I started at the fence line first. I swept my flashlight a couple feet inside the fence and a couple feet outside. Even with a flashlight a two pound red broiler hunkered down in the grass is hard to see. I was worried about stepping on them, so I had to walk very slowly and carefully. There were only two or three outside the fenceline and about five or six just inside it. I quickly snatched them up one by one and placed them inside the shelter.

After that I did a sweep of the whole paddock. While I had been walking the fenceline, about half of the chicks had peeped each other into a couple of big groups, while about half were spread out and too far from the peeping to move towards it. The latter half just lay low in the grass. I went around picking up the stragglers. A couple of them were flighty explosive types and one of them made such a commotion that one of the big groups nearly exploded apart when the flighty bird started flapping its wings (I missed them and only grabbed around its body) and screeching, but other than a big collective squawk and shudder, the group held together.

Once I had the stragglers in the shelter, I moved onto the big groups. Rather than reach down and pick them up one by one, I ushered them along with my foot. When I held the flashlight light out in front of them, they kind of moved into it, so I just kept the light out in front and pushed them along with the inside of my boot. As they moved away from my boot, the group got pretty spread out, but they stayed more or less together and moved along.

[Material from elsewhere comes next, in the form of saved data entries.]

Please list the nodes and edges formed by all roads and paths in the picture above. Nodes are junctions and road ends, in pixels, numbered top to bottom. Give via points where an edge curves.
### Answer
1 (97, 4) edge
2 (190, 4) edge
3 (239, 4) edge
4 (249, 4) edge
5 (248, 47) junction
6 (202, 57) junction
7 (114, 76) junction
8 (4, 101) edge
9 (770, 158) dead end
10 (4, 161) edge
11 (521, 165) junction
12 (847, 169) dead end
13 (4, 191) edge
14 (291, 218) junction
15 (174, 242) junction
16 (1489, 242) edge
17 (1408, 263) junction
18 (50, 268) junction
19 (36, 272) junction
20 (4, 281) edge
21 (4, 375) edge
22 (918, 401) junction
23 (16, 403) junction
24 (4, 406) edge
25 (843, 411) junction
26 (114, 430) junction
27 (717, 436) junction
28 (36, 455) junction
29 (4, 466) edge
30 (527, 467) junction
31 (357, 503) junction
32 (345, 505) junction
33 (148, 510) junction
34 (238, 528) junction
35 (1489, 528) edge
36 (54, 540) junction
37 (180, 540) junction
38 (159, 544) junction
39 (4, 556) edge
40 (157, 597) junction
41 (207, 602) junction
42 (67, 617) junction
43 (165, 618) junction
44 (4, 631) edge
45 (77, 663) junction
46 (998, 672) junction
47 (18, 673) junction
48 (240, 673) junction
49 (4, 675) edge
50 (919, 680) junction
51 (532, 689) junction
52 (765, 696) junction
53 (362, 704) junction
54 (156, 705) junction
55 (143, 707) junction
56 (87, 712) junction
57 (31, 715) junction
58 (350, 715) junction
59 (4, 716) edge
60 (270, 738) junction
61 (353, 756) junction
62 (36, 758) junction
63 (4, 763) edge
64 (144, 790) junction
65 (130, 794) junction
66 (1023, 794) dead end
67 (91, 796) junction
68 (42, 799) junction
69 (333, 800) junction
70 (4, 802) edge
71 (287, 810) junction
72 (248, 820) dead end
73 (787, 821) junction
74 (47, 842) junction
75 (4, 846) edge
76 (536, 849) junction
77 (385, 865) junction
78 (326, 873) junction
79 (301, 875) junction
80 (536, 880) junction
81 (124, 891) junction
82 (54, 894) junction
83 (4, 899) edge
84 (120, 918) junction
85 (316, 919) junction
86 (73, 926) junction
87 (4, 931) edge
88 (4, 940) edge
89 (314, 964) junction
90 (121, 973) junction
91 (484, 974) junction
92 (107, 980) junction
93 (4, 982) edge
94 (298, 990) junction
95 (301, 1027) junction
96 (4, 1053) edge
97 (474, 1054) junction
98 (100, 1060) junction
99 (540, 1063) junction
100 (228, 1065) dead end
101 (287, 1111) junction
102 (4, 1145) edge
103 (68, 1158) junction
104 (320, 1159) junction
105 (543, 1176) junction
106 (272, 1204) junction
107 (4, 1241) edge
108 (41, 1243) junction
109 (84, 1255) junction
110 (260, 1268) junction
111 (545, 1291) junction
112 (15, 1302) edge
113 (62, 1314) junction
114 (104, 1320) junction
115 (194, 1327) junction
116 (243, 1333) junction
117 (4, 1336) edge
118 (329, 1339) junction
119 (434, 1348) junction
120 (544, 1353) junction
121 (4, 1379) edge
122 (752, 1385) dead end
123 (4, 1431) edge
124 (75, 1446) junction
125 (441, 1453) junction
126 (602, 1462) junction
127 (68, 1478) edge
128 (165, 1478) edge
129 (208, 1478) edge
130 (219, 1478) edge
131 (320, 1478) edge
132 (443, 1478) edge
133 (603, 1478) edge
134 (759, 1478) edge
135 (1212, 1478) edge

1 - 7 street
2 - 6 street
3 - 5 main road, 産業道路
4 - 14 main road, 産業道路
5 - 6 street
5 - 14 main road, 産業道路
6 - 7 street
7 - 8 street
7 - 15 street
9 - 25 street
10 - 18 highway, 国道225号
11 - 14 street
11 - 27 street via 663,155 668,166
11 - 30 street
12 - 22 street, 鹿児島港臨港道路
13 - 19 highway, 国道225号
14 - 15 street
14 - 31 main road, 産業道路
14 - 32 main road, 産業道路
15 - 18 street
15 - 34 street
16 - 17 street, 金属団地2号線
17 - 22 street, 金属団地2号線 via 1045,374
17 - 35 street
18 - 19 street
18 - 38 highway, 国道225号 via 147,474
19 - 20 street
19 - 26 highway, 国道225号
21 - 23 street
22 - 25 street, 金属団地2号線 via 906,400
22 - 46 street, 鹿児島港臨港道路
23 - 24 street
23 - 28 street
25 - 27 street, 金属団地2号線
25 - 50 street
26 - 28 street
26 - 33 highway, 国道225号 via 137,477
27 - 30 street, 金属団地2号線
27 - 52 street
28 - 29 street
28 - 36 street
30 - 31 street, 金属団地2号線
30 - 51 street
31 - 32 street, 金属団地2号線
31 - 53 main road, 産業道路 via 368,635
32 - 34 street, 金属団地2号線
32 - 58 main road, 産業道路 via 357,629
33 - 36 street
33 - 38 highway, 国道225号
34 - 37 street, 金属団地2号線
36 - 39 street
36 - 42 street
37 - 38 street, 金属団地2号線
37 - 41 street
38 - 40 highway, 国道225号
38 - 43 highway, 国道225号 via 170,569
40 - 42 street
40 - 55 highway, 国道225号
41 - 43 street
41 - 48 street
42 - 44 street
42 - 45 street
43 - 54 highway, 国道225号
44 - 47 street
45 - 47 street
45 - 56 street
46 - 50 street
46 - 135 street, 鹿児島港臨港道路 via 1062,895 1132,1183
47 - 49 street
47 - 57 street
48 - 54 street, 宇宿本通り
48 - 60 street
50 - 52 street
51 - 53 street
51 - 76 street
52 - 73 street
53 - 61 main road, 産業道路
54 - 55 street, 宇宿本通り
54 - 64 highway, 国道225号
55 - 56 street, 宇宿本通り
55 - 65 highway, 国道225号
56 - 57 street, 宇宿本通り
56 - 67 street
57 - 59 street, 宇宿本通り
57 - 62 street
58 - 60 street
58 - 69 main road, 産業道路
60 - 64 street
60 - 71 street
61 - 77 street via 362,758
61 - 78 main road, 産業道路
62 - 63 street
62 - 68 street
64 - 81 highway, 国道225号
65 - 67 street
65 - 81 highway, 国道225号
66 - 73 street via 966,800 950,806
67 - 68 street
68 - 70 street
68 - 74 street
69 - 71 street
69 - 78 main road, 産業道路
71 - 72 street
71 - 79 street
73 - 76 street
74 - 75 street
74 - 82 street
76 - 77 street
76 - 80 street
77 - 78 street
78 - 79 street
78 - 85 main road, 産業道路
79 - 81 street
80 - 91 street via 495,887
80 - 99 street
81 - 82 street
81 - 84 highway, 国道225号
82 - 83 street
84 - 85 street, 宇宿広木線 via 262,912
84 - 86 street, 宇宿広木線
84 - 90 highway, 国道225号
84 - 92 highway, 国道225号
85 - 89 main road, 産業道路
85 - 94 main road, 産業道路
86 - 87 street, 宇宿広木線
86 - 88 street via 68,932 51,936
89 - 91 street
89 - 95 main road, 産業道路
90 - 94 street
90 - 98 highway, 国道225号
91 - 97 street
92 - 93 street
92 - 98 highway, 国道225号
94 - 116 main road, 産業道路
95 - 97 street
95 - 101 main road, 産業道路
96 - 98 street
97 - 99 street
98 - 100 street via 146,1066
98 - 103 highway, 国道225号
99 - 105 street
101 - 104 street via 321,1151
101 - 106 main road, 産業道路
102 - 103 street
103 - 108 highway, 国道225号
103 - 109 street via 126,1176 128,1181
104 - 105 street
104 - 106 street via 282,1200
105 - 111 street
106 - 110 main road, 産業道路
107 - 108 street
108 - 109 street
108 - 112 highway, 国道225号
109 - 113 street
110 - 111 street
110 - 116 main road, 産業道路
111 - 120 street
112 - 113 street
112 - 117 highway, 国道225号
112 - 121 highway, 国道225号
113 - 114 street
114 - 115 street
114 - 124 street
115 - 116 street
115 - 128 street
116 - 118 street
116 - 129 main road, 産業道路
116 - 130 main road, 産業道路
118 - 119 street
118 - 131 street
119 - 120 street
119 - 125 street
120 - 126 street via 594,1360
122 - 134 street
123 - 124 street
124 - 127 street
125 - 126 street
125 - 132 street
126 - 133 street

Once at the shelter, only a few walked inside it, most just lay down in front of it, which was fine with me for the time being. I went back for the second big group, and about ten minutes later, the two groups were all in front of the shelter door. Then I reached down and pushed them one by one into the shelter. At that point they were pretty well desensitized to being handled, so there was no cannon fire.

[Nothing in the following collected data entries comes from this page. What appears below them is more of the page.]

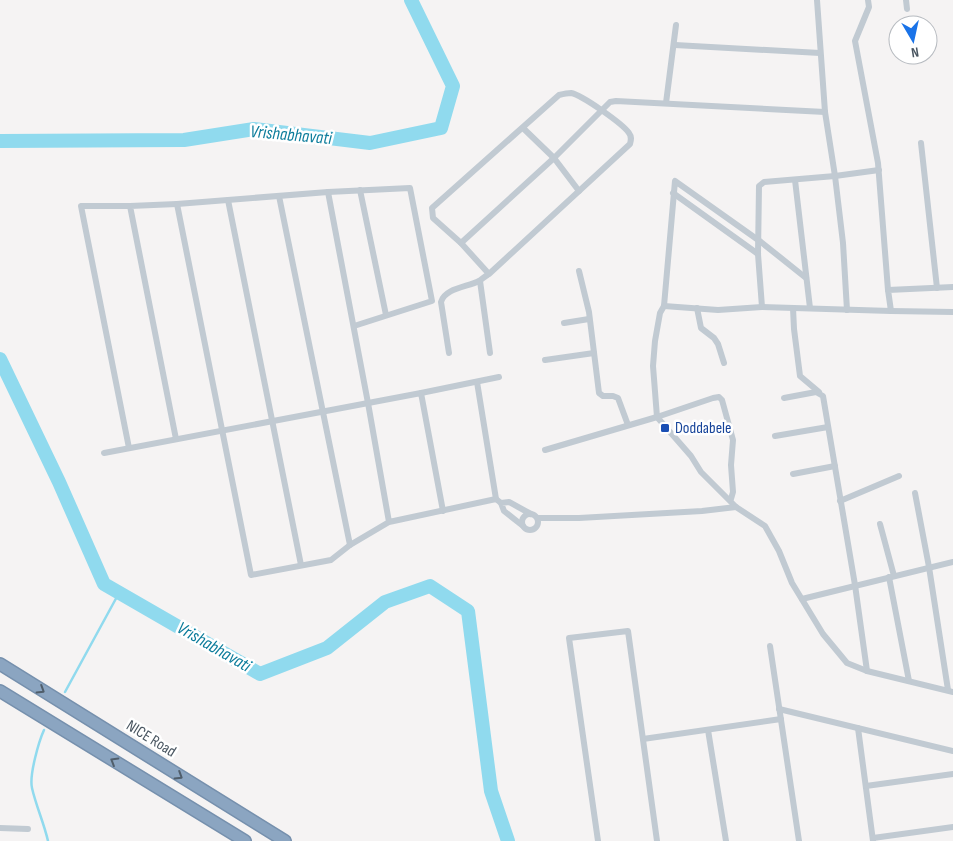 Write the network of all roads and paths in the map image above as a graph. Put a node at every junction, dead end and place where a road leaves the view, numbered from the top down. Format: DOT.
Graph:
graph roads {
  1 [pos="817,0"];
  2 [pos="868,0"];
  3 [pos="906,0"];
  4 [pos="907,9"];
  5 [pos="676,25"];
  6 [pos="675,45"];
  7 [pos="820,53"];
  8 [pos="666,103"];
  9 [pos="602,110"];
  10 [pos="825,112"];
  11 [pos="523,128"];
  12 [pos="921,143"];
  13 [pos="554,158"];
  14 [pos="879,170"];
  15 [pos="835,176"];
  16 [pos="795,180"];
  17 [pos="360,190"];
  18 [pos="579,191"];
  19 [pos="328,192"];
  20 [pos="674,193"];
  21 [pos="279,196"];
  22 [pos="228,200"];
  23 [pos="177,204"];
  24 [pos="130,206"];
  25 [pos="758,240"];
  26 [pos="460,243"];
  27 [pos="758,254"];
  28 [pos="579,271"];
  29 [pos="489,274"];
  30 [pos="806,278"];
  31 [pos="480,281"];
  32 [pos="953,287"];
  33 [pos="937,288"];
  34 [pos="888,290"];
  35 [pos="664,306"];
  36 [pos="762,307"];
  37 [pos="697,308"];
  38 [pos="793,308"];
  39 [pos="810,308"];
  40 [pos="847,310"];
  41 [pos="891,311"];
  42 [pos="953,312"];
  43 [pos="386,315"];
  44 [pos="590,318"];
  45 [pos="564,323"];
  46 [pos="354,326"];
  47 [pos="449,353"];
  48 [pos="490,353"];
  49 [pos="594,353"];
  50 [pos="545,360"];
  51 [pos="724,363"];
  52 [pos="499,377"];
  53 [pos="477,382"];
  54 [pos="422,393"];
  55 [pos="820,393"];
  56 [pos="784,398"];
  57 [pos="368,403"];
  58 [pos="322,411"];
  59 [pos="657,418"];
  60 [pos="271,422"];
  61 [pos="628,425"];
  62 [pos="828,427"];
  63 [pos="222,430"];
  64 [pos="776,436"];
  65 [pos="176,439"];
  66 [pos="129,448"];
  67 [pos="545,450"];
  68 [pos="104,453"];
  69 [pos="835,466"];
  70 [pos="793,474"];
  71 [pos="899,476"];
  72 [pos="914,493"];
  73 [pos="731,499"];
  74 [pos="498,501"];
  75 [pos="840,501"];
  76 [pos="736,507"];
  77 [pos="443,510"];
  78 [pos="531,514"];
  79 [pos="538,518"];
  80 [pos="389,522"];
  81 [pos="880,524"];
  82 [pos="523,526"];
  83 [pos="350,544"];
  84 [pos="953,562"];
  85 [pos="300,565"];
  86 [pos="929,567"];
  87 [pos="891,577"];
  88 [pos="854,585"];
  89 [pos="802,599"];
  90 [pos="770,646"];
  91 [pos="0,664"];
  92 [pos="867,671"];
  93 [pos="909,681"];
  94 [pos="0,691"];
  95 [pos="950,691"];
  96 [pos="779,709"];
  97 [pos="781,719"];
  98 [pos="858,728"];
  99 [pos="708,730"];
  100 [pos="643,739"];
  101 [pos="953,751"];
  102 [pos="953,774"];
  103 [pos="866,786"];
  104 [pos="953,826"];
  105 [pos="0,828"];
  106 [pos="28,829"];
  107 [pos="873,840"];
  108 [pos="245,841"];
  109 [pos="284,841"];
  110 [pos="598,841"];
  111 [pos="657,841"];
  112 [pos="726,841"];
  113 [pos="799,841"];
  1 -- 7 [label="street"];
  2 -- 14 [label="street"];
  3 -- 4 [label="street"];
  5 -- 6 [label="street"];
  6 -- 7 [label="street"];
  6 -- 8 [label="street"];
  7 -- 10 [label="street"];
  8 -- 9 [label="street"];
  8 -- 10 [label="street"];
  9 -- 11 [label="street"];
  9 -- 13 [label="street"];
  9 -- 18 [label="street"];
  10 -- 15 [label="street"];
  11 -- 13 [label="street"];
  11 -- 26 [label="street"];
  12 -- 33 [label="street"];
  13 -- 18 [label="street"];
  13 -- 26 [label="street"];
  14 -- 15 [label="street"];
  14 -- 34 [label="street"];
  15 -- 16 [label="street"];
  15 -- 40 [label="street"];
  16 -- 25 [label="street"];
  16 -- 30 [label="street"];
  17 -- 19 [label="street"];
  17 -- 43 [label="street"];
  17 -- 43 [label="street"];
  18 -- 29 [label="street"];
  19 -- 21 [label="street"];
  19 -- 46 [label="street"];
  20 -- 25 [label="street"];
  20 -- 27 [label="street"];
  20 -- 35 [label="street"];
  21 -- 22 [label="street"];
  21 -- 58 [label="street"];
  22 -- 23 [label="street"];
  22 -- 60 [label="street"];
  23 -- 24 [label="street"];
  23 -- 63 [label="street"];
  24 -- 65 [label="street"];
  24 -- 66 [label="street"];
  25 -- 27 [label="street"];
  25 -- 30 [label="street"];
  26 -- 29 [label="street"];
  27 -- 36 [label="street"];
  28 -- 44 [label="street"];
  29 -- 31 [label="street"];
  30 -- 39 [label="street"];
  31 -- 47 [label="street"];
  31 -- 48 [label="street"];
  32 -- 33 [label="street"];
  33 -- 34 [label="street"];
  34 -- 41 [label="street"];
  35 -- 37 [label="street"];
  35 -- 59 [label="street"];
  36 -- 37 [label="street"];
  36 -- 38 [label="street"];
  37 -- 51 [label="street"];
  38 -- 39 [label="street"];
  38 -- 55 [label="street"];
  39 -- 40 [label="street"];
  40 -- 41 [label="street"];
  41 -- 42 [label="street"];
  43 -- 46 [label="street"];
  44 -- 45 [label="street"];
  44 -- 49 [label="street"];
  46 -- 57 [label="street"];
  49 -- 50 [label="street"];
  49 -- 61 [label="street"];
  52 -- 53 [label="street"];
  53 -- 54 [label="street"];
  53 -- 74 [label="street"];
  54 -- 57 [label="street"];
  54 -- 77 [label="street"];
  55 -- 56 [label="street"];
  55 -- 62 [label="street"];
  57 -- 58 [label="street"];
  57 -- 80 [label="street"];
  58 -- 60 [label="street"];
  58 -- 83 [label="street"];
  59 -- 61 [label="street"];
  59 -- 73 [label="street"];
  59 -- 73 [label="street"];
  60 -- 63 [label="street"];
  60 -- 85 [label="street"];
  61 -- 67 [label="street"];
  62 -- 64 [label="street"];
  62 -- 69 [label="street"];
  63 -- 65 [label="street"];
  63 -- 85 [label="street"];
  65 -- 66 [label="street"];
  66 -- 68 [label="street"];
  69 -- 70 [label="street"];
  69 -- 75 [label="street"];
  71 -- 75 [label="street"];
  72 -- 86 [label="street"];
  73 -- 76 [label="street"];
  74 -- 77 [label="street"];
  74 -- 78 [label="street"];
  74 -- 82 [label="street"];
  75 -- 88 [label="street"];
  76 -- 79 [label="street"];
  76 -- 89 [label="street"];
  77 -- 80 [label="street"];
  78 -- 79 [label="street"];
  78 -- 82 [label="street"];
  79 -- 82 [label="street"];
  80 -- 83 [label="street"];
  81 -- 87 [label="street"];
  83 -- 85 [label="street"];
  84 -- 86 [label="street"];
  86 -- 87 [label="street"];
  86 -- 95 [label="street"];
  87 -- 88 [label="street"];
  87 -- 93 [label="street"];
  88 -- 89 [label="street"];
  88 -- 92 [label="street"];
  89 -- 92 [label="street"];
  90 -- 96 [label="street"];
  91 -- 109 [label="highway, NICE Road, one-way"];
  92 -- 93 [label="street"];
  93 -- 95 [label="street"];
  108 -- 94 [label="highway, one-way"];
  96 -- 97 [label="street"];
  96 -- 98 [label="street"];
  97 -- 99 [label="street"];
  97 -- 113 [label="street"];
  98 -- 101 [label="street"];
  98 -- 103 [label="street"];
  99 -- 100 [label="street"];
  99 -- 112 [label="street"];
  100 -- 110 [label="street"];
  100 -- 111 [label="street"];
  102 -- 103 [label="street"];
  103 -- 107 [label="street"];
  104 -- 107 [label="street"];
  105 -- 106 [label="street"];
}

A detailed ten minute sweep of the paddock uncovered five more birds laying low in the grass. After getting them in the shelter, I did one more quick sweep then closed the shelter door and called it a night. The paddock is up by the road and not too far from the house, so I think that any birds that might have still been out that I didn’t see probably made it through the night because the predator pressure is pretty low, although it did rain.

The flightiness should really be bred out of this strain of red broilers. Ranginess is a desirable trait in a pastured meat bird, but not flightiness, and you can have ranginess without flightiness.